_DESCRIPTION OF THE TASK_. Copy the records below word for word, from the first line through the line that contains "index tip: (326, 220)", and leave out any pictures.

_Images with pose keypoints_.
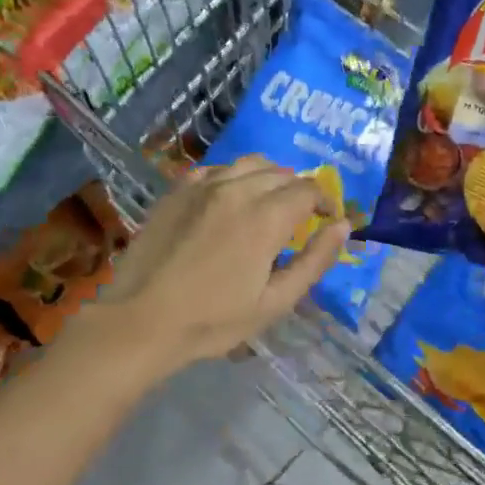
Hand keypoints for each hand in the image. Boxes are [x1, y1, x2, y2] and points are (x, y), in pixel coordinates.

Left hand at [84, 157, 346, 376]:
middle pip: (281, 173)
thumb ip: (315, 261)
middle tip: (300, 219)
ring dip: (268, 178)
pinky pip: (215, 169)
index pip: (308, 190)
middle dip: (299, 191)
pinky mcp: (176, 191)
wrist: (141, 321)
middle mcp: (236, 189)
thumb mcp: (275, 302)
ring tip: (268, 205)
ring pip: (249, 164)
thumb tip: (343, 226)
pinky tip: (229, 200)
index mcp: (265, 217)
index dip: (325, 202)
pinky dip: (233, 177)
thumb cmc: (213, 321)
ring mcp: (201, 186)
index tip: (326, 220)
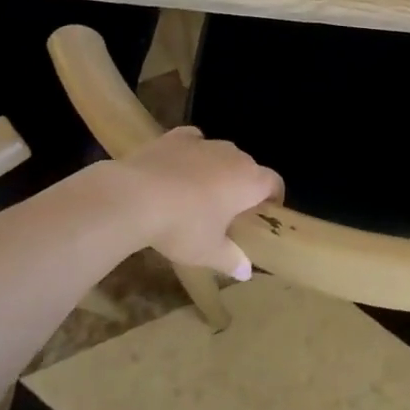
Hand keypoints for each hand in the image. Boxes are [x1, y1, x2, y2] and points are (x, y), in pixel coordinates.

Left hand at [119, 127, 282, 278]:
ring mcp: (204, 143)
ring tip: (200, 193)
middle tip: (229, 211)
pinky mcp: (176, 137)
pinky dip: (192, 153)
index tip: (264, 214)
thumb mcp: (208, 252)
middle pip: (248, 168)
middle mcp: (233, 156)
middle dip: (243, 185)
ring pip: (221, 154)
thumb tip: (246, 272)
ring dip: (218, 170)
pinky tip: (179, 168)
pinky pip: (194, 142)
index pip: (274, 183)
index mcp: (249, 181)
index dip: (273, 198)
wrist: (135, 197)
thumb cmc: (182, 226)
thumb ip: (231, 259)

_SOLUTION FOR THIS PROBLEM_.
Hand keypoints for each hand in the image. Boxes are [x1, y1, x2, y2] and points are (x, y), in pixel coordinates.

Left hand at [84, 157, 346, 376]:
middle pip: (281, 173)
thumb ip: (315, 261)
middle tip: (300, 219)
ring dip: (268, 178)
pinky pip: (215, 169)
index pip: (308, 190)
middle dip: (299, 191)
pinky mcp: (176, 191)
wrist: (141, 321)
middle mcp: (236, 189)
thumb mcp: (275, 302)
ring tip: (268, 205)
ring pip: (249, 164)
thumb tip: (343, 226)
pinky tip: (229, 200)
index mcp: (265, 217)
index dip: (325, 202)
pinky dip: (233, 177)
thumb cmc: (213, 321)
ring mcp: (201, 186)
index tip: (326, 220)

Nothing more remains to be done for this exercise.